Friday, April 06, 2007

How much further?

A cool article on "Inside Higher Ed" highlights Princeton's recent family leave policy for its graduate students.

A comment by "Science Prof" shows how so very much further we have to go.

The fact that women have a “biological clock” means nothing. The issue is still one of people making choices and accepting the consequences.

In my graduate program, I would much prefer to have grad students who have no children. They are willing to work harder and will not be whining about having to be home by 5 p.m. Graduate school is extremely demanding — my graduate program often requires an 80+ hour/week commitment. Grad students who have children are often unwilling to make that sort of a time commitment and they often fall behind or flunk out.

This is simply the nature of graduate school. Attempting to make it more “family friendly” will 1.) Reduce the academic standards of the program to accomodate students who cannot make the required time commitment and, 2.) Raise the costs on everyone else — especially students without children, who will likely end up paying more in tuition to subsidize those who do have children.


In 30 seconds, I thought of 11 faculty members at my university who could have written this.

11 comments:

Laura said...

Sigh. Probably reading the comments there would make my blood boil. I'd just like to point out, for the record, that I had children when I started grad school. When I began doing the real writing on my dissertation, I had 2 children, a full-time job, and went through a couple of major life events. And I finished in a little over a year. There was very little whining and I did not flunk out. So there.

kb said...

Wooo-ooo-oo-oo-ip.

That's the sound of Princeton moving up twenty ticks in my "places I might want to work" list.

And I won't even be a graduate student.

Elizabeth said...

Where is this guy a "Science Professor" that grad students pay tuition?

DC said...

I recently talked with a med student about the new restrictions on the hours that interns (next step after getting the MD) can work. Previously, they had to be with certain patients at whatever time the patients were doing anything medically-related. Now, they are limited to a certain number of hours/day. There are similar sentiments on one side of the issue, but on the other side are the people talking about how these interns can now have more mental capacity available to learn and so forth.

So some things are moving in the right direction.

Jenny F. Scientist said...

Princeton did a great report on women in science and family policies, too.

I can think of at least three profs who could have written it. 'Well, I didn't have any problems with family! I still worked 100 hours a week and walked uphill both ways!' With their stay-at-home wives.

As for whomever this person is, we can only hope he will go extinct with the rest of the dinosaurian professors. One day.

Jane said...

You know, I'm starting to think that when people don't really have a strong argument against something, they will trot out the "but it will reduce academic standards!" card. (Or, my personal favorite corrollary, "we don't want to dumb down the major".) Sigh.

kb said...

I have to comment again, because "PLEASE DON'T MAKE STUFF UP." is perhaps the coolest comment title ever. I giggled.

Why are people so dumb? This isn't about making a separate set of standards for students with children. It's just about making it less impossible for those students to reach their potential.

Dr. Lemming said...

I hope that letter-writer's grad students unionize on his ass and start demanding overtime. And I hope his University's insurance company raises his premiums for overworking people in hazardous situations.

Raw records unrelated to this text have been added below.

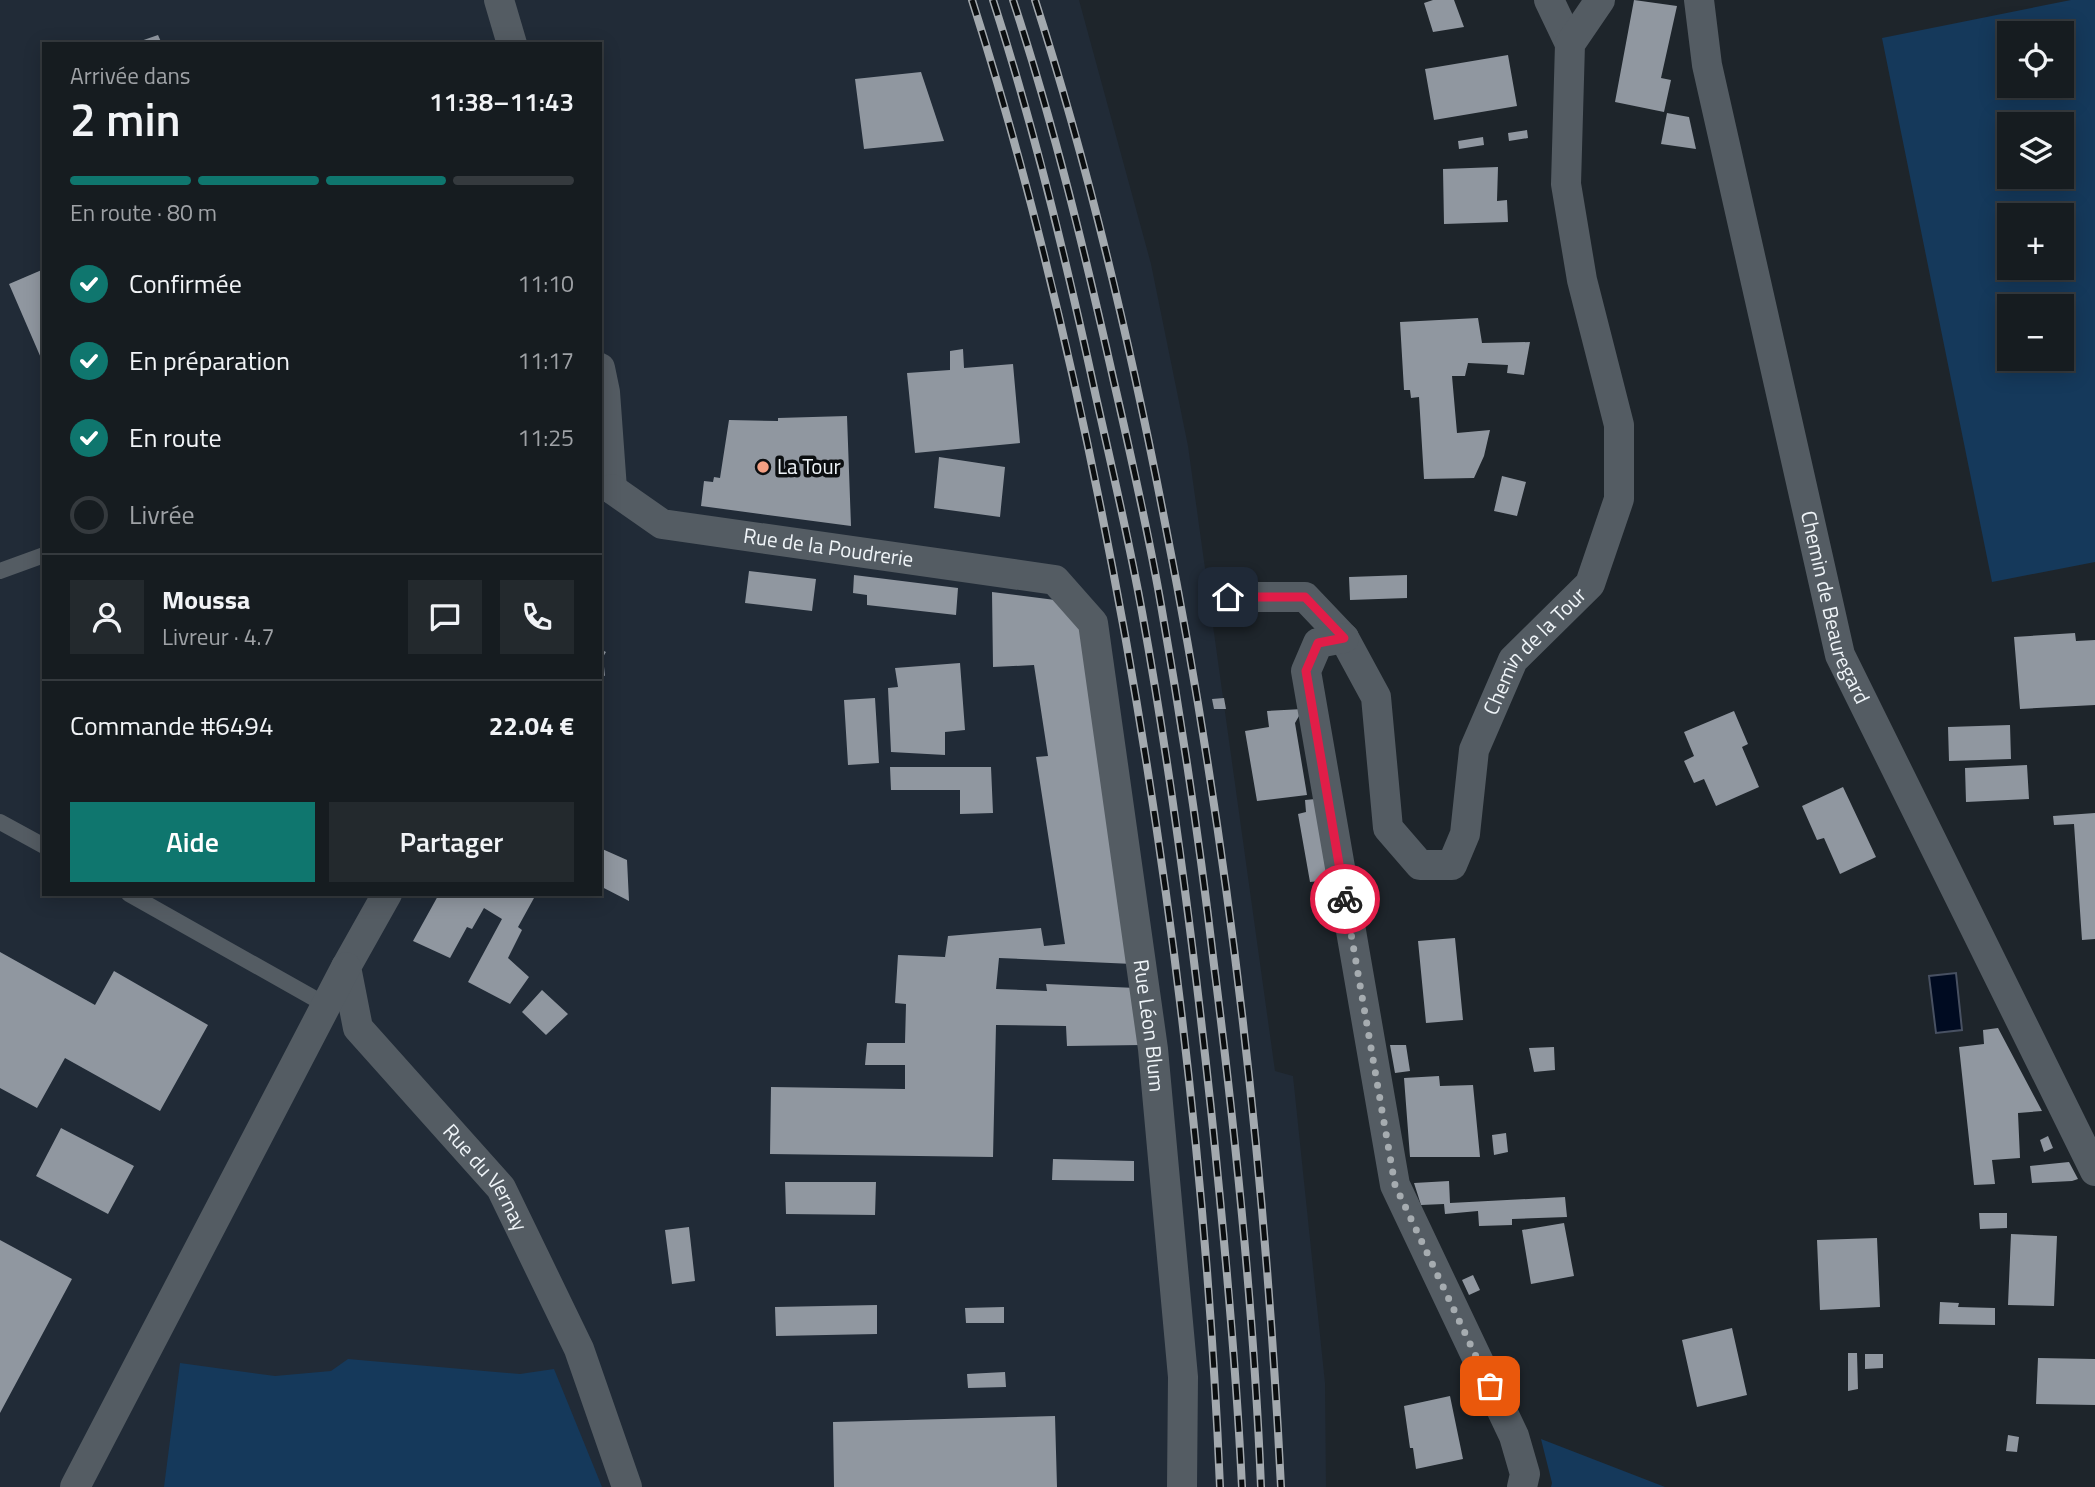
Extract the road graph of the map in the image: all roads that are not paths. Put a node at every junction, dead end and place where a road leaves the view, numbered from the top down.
1 (499, 0) edge
2 (1549, 0) edge
3 (1600, 0) edge
4 (1699, 0) edge
5 (511, 42) edge
6 (1570, 44) junction
7 (602, 378) edge
8 (606, 500) edge
9 (42, 556) edge
10 (0, 571) edge
11 (1055, 580) joint
12 (1228, 597) dead end
13 (1344, 638) junction
14 (0, 822) edge
15 (42, 845) edge
16 (133, 896) edge
17 (386, 896) edge
18 (346, 967) junction
19 (326, 1005) junction
20 (2095, 1171) edge
21 (75, 1487) edge
22 (627, 1487) edge
23 (1182, 1487) edge
24 (1522, 1487) edge

1 - 5 street
2 - 6 street
3 - 6 street
4 - 20 street, Chemin de Beauregard
6 - 13 street, Chemin de la Tour
7 - 8 street
8 - 11 street, Rue de la Poudrerie
9 - 10 lane
11 - 23 street, Rue Léon Blum
12 - 13 street, Chemin de la Tour
13 - 24 street
14 - 15 lane
16 - 19 lane
17 - 18 street
18 - 19 street
18 - 22 street, Rue du Vernay
19 - 21 street

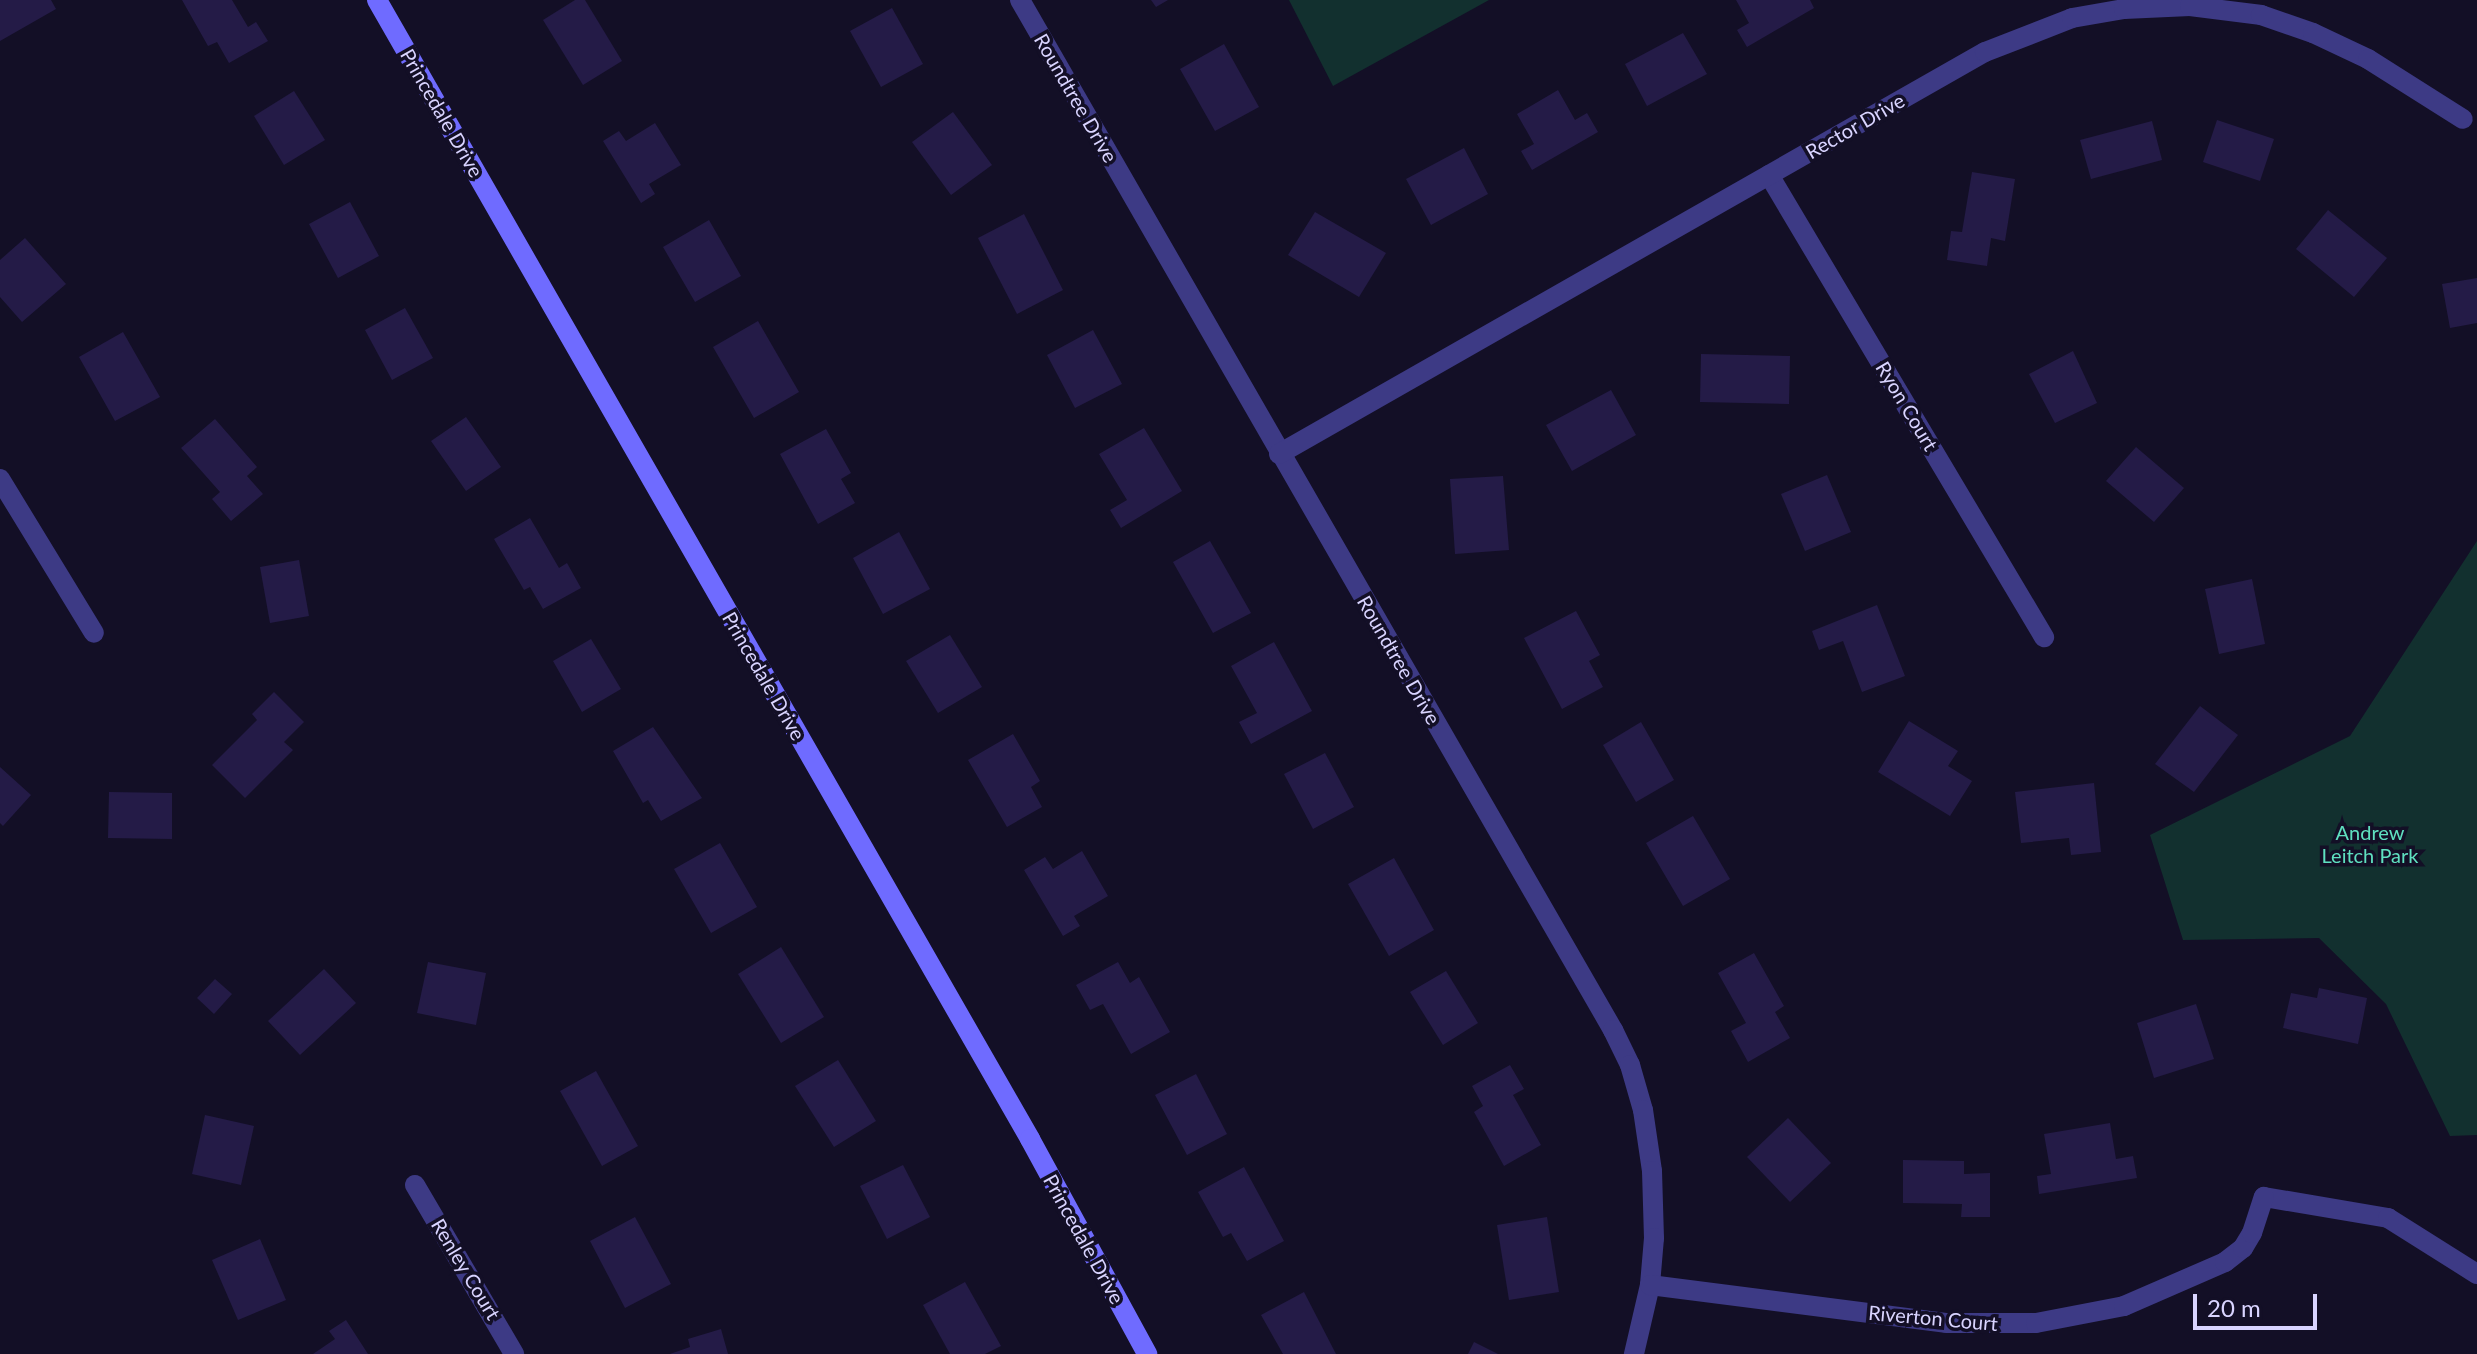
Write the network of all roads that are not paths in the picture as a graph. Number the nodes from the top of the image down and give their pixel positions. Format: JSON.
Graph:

What these crusty old fogies forget is that today's students can replicate the old fart's entire first decade of research in about three hours of analytical time, due to advances in technology. What was a PhD project 40 years ago is now an undergraduate take-home lab.

Any lab manager with half a brain cell knows that happy, well-balanced researchers work smarter and more productively than 100 hour-per-week stress baskets.

Niket said...

I can see where this ScienceProf is coming from. I have seen several instances of above average graduate students quitting due to family reasons (got married, had kids, or sickness/death in family). When students quit for non-family reasons, we try to evaluate more objectively the reasons behind their decision. However, the "family reason" cases solely get slotted as "oh because she got married/had kids". I said she because alternative explanations are possible for him, but often not for her.

I know of two friends who quit because the PhD was stressful. First one went back to their home country, the second one got married and took up a job. I know for a fact that the decision of the latter was as much stress related as the former. But faculty viewed the latter as family reasons.

In another case, a friend was tolerating abuse from her advisor (overworking, not sexual or anything else). The student was a good student, advisor was well-respected... just that their temparaments didn't match. Getting married, in my view, gave her the "emotional freedom" (for lack of a better word) to quit. Again, this was thought to be another case of a woman quitting after getting married.

out of the night that covers me said...

wow. i read that and thought to myself, why don't we just burn the constitution while we're at it.

GradSchool IsFun said...

I am in one of the 3 graduate programs in the country that has maternity leave FOR GRAD STUDENTS! This is great. But we also need mandatory paternity leave in order to level the playing field. That way, it men must take time off when they have kids. Being a female and wanting to have kids would be the same as being a male (in terms of time off).
No one has yet to make use of this maternity leave however.